今回開発した3軸角速度センサーは、鉛フリーの圧電材料として環境親和性に優れたニオブ酸カリウムナトリウム(KNN)を選定、PZT薄膜センサーと同等レベルの角速度検知特性を実現する。日立金属が圧電薄膜製膜からセンサー素子作製までの工程を担い、ワコーが素子設計およびセンサー特性評価を実施した。

日立金属は、2010年に実用可能レベルの圧電特性100pm/V以上を持った鉛フリーKNN圧電薄膜の開発に成功。今回、6インチサイズでの製膜技術と薄膜微細加工技術、電極形成技術など、角速度センサー素子作製に必要となる各種要素技術の開発を進め、それらの成果を用いて3軸角速度センサーの開発を実現した。
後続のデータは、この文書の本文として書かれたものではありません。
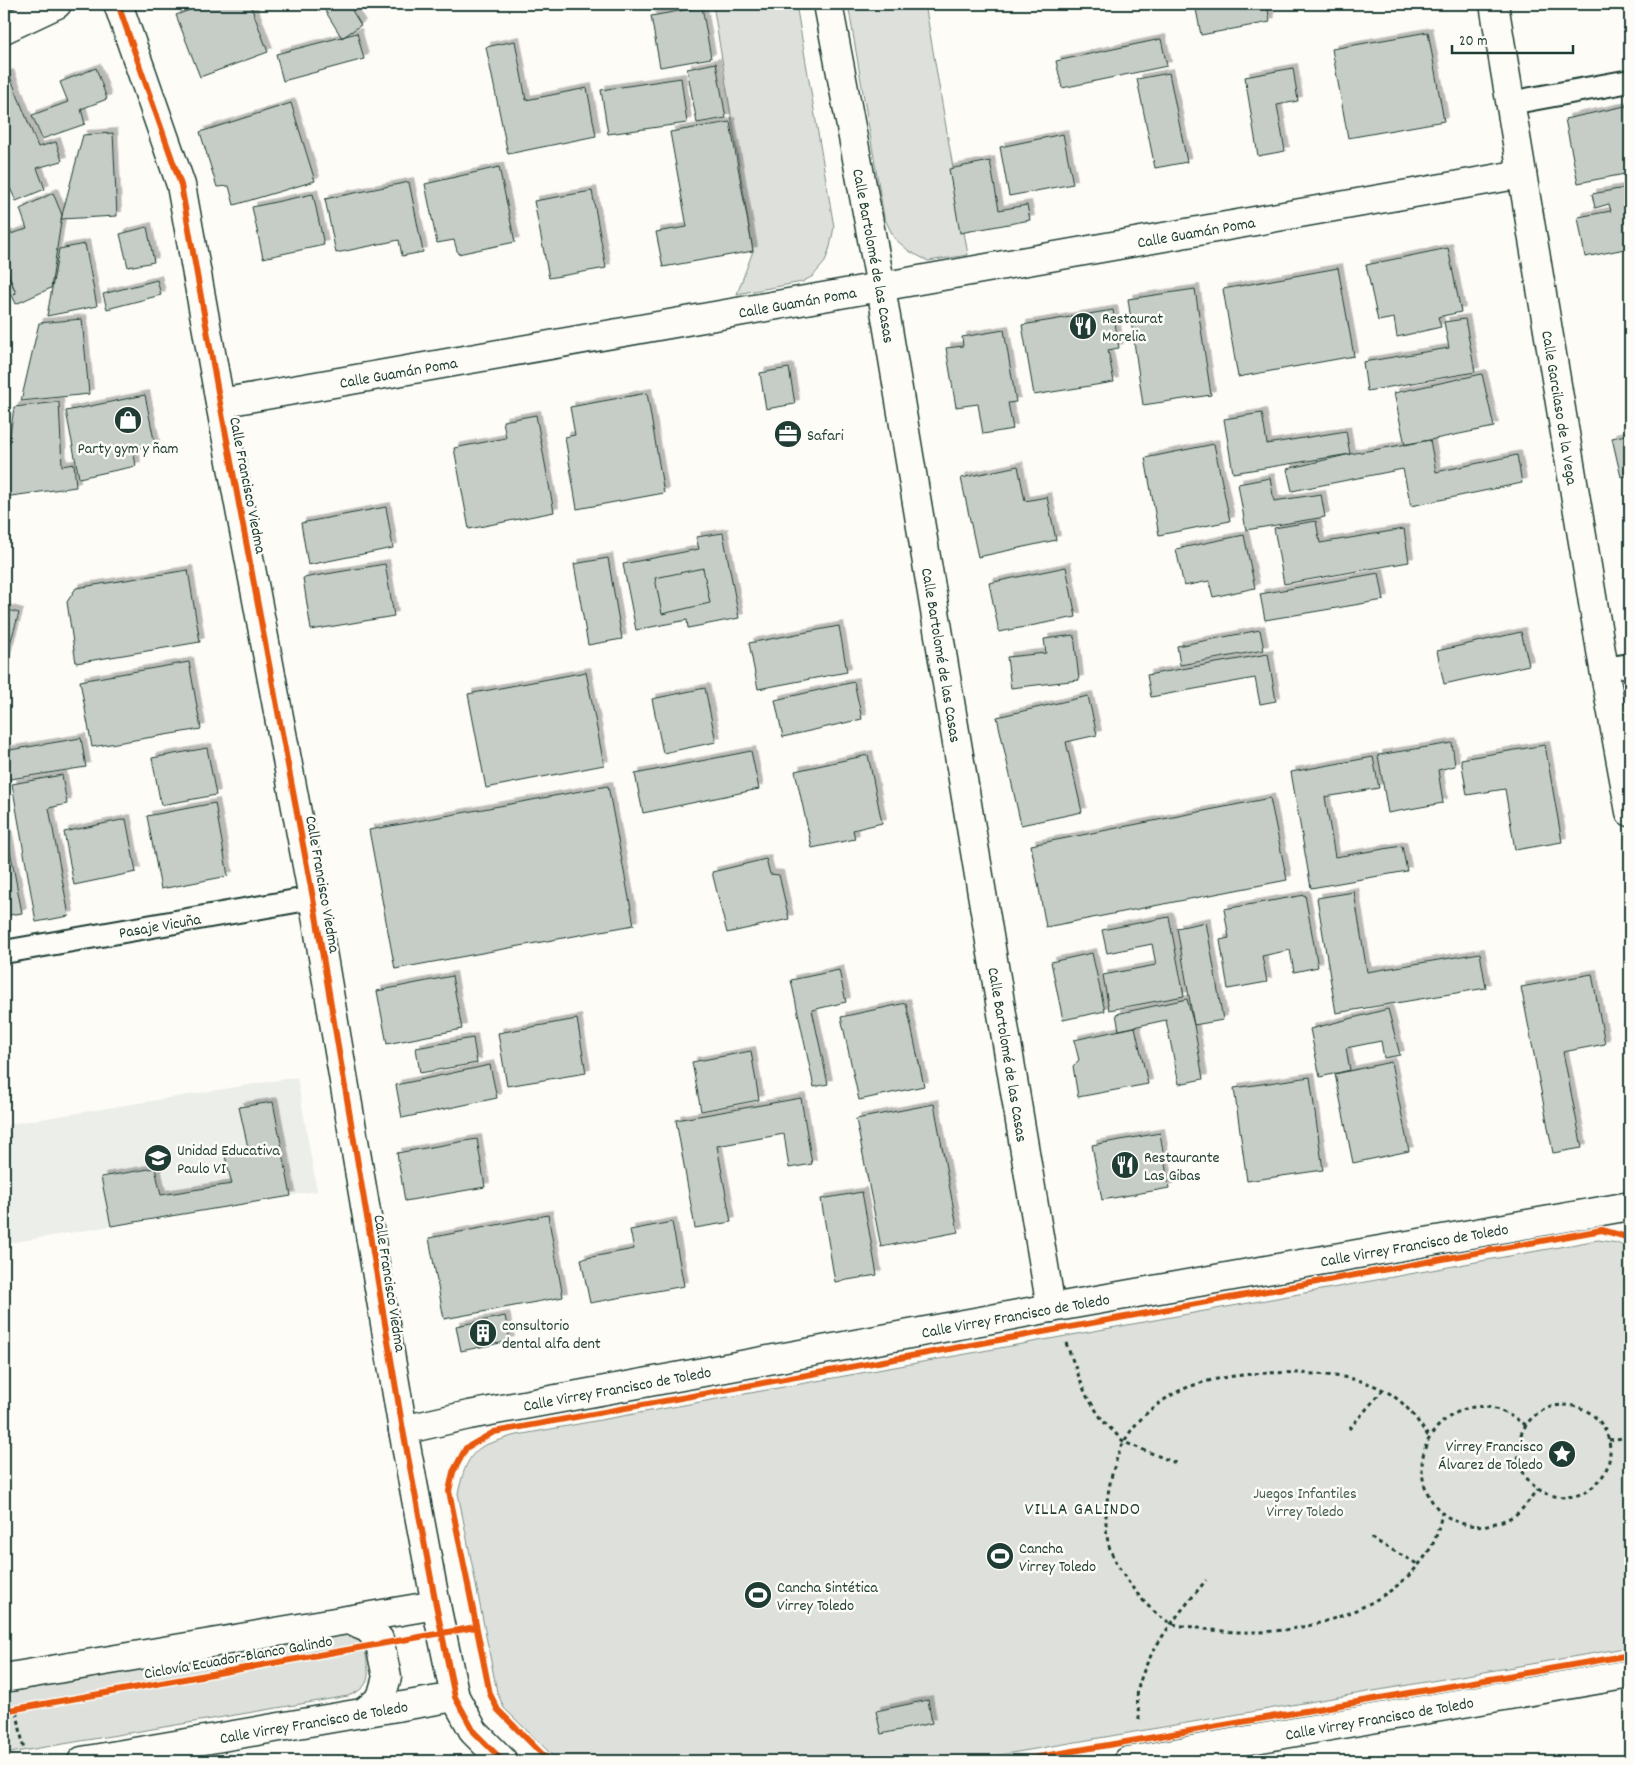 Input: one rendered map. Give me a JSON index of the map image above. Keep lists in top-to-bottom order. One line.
{"streets":{"street":["Calle Guamán Poma","Calle Bartolomé de las Casas","Calle Garcilaso de la Vega","Calle Francisco Viedma","Calle Virrey Francisco de Toledo"],"lane":["Pasaje Vicuña"],"cycle path":["Ciclovía Ecuador-Blanco Galindo"]},"crossings":[["Calle Guamán Poma","Calle Bartolomé de las Casas"],["Calle Guamán Poma","Calle Garcilaso de la Vega"],["Calle Guamán Poma","Calle Francisco Viedma"],["Calle Bartolomé de las Casas","Calle Virrey Francisco de Toledo"],["Calle Francisco Viedma","Pasaje Vicuña"],["Calle Francisco Viedma","Calle Virrey Francisco de Toledo"]],"districts":["VILLA GALINDO"],"parks":["Juegos Infantiles Virrey Toledo"],"places":{"restaurant":["Restaurat Morelia","Restaurante Las Gibas"],"shop":["Party gym y ñam"],"office":["Safari"],"school or university":["Unidad Educativa Paulo VI"],"building":["consultorio dental alfa dent"],"place":["Virrey Francisco Álvarez de Toledo"],"sports":["Cancha Virrey Toledo","Cancha Sintética Virrey Toledo"]},"scale_bar":"20 m"}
既存のPZT薄膜センサーでは素子作製工程で260度以上の温度が加わると脱分極が起こり、素子特性が劣化するという問題があった。今回開発した鉛フリーKNN圧電薄膜センサーは、温度耐性も高く、400度の温度を加えても特性が劣化しないことを確認した。これにより、半田リフロー工程でも環境親和性の高い半田材料の選定が可能になる。

日立金属は、10月28日から29日まで神戸大学ポートアイランドキャンパスで開催される国際学会「PiezoMEMS 2014」で、今回開発した技術を発表する。